§ What the task requires: Beginning with the first entry, set down each one exactly as shown.
Provided records section start
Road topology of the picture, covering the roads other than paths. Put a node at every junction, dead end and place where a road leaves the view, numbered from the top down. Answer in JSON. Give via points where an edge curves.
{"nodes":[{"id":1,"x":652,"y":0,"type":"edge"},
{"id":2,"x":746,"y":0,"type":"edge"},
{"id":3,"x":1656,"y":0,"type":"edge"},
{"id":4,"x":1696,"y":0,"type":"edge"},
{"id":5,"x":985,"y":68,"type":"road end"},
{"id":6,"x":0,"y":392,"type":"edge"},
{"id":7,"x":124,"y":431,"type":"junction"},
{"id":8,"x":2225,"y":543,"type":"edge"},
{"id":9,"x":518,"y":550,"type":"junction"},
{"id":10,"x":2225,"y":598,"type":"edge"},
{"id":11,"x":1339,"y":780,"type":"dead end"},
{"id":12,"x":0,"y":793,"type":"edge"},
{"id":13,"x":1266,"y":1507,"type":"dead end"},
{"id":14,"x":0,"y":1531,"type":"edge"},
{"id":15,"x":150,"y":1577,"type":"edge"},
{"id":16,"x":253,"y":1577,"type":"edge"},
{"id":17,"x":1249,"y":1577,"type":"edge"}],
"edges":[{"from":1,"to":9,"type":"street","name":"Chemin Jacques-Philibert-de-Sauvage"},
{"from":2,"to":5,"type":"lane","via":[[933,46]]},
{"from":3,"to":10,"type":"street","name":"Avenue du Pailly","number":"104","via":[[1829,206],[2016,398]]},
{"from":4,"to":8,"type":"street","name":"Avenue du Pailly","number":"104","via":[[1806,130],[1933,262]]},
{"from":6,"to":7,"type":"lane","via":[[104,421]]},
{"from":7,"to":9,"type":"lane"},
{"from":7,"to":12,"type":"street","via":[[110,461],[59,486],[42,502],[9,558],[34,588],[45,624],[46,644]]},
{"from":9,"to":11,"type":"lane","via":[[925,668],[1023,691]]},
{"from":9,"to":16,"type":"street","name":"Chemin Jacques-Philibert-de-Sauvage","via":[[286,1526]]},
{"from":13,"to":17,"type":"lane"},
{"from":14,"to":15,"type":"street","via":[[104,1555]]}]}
Provided records section end
§ Result:
Road topology of the picture, covering the roads other than paths. Put a node at every junction, dead end and place where a road leaves the view, numbered from the top down. Answer in JSON. Give via points where an edge curves.
{"nodes":[{"id":1,"x":652,"y":0,"type":"edge"},
{"id":2,"x":746,"y":0,"type":"edge"},
{"id":3,"x":1656,"y":0,"type":"edge"},
{"id":4,"x":1696,"y":0,"type":"edge"},
{"id":5,"x":985,"y":68,"type":"road end"},
{"id":6,"x":0,"y":392,"type":"edge"},
{"id":7,"x":124,"y":431,"type":"junction"},
{"id":8,"x":2225,"y":543,"type":"edge"},
{"id":9,"x":518,"y":550,"type":"junction"},
{"id":10,"x":2225,"y":598,"type":"edge"},
{"id":11,"x":1339,"y":780,"type":"dead end"},
{"id":12,"x":0,"y":793,"type":"edge"},
{"id":13,"x":1266,"y":1507,"type":"dead end"},
{"id":14,"x":0,"y":1531,"type":"edge"},
{"id":15,"x":150,"y":1577,"type":"edge"},
{"id":16,"x":253,"y":1577,"type":"edge"},
{"id":17,"x":1249,"y":1577,"type":"edge"}],
"edges":[{"from":1,"to":9,"type":"street","name":"Chemin Jacques-Philibert-de-Sauvage"},
{"from":2,"to":5,"type":"lane","via":[[933,46]]},
{"from":3,"to":10,"type":"street","name":"Avenue du Pailly","number":"104","via":[[1829,206],[2016,398]]},
{"from":4,"to":8,"type":"street","name":"Avenue du Pailly","number":"104","via":[[1806,130],[1933,262]]},
{"from":6,"to":7,"type":"lane","via":[[104,421]]},
{"from":7,"to":9,"type":"lane"},
{"from":7,"to":12,"type":"street","via":[[110,461],[59,486],[42,502],[9,558],[34,588],[45,624],[46,644]]},
{"from":9,"to":11,"type":"lane","via":[[925,668],[1023,691]]},
{"from":9,"to":16,"type":"street","name":"Chemin Jacques-Philibert-de-Sauvage","via":[[286,1526]]},
{"from":13,"to":17,"type":"lane"},
{"from":14,"to":15,"type":"street","via":[[104,1555]]}]}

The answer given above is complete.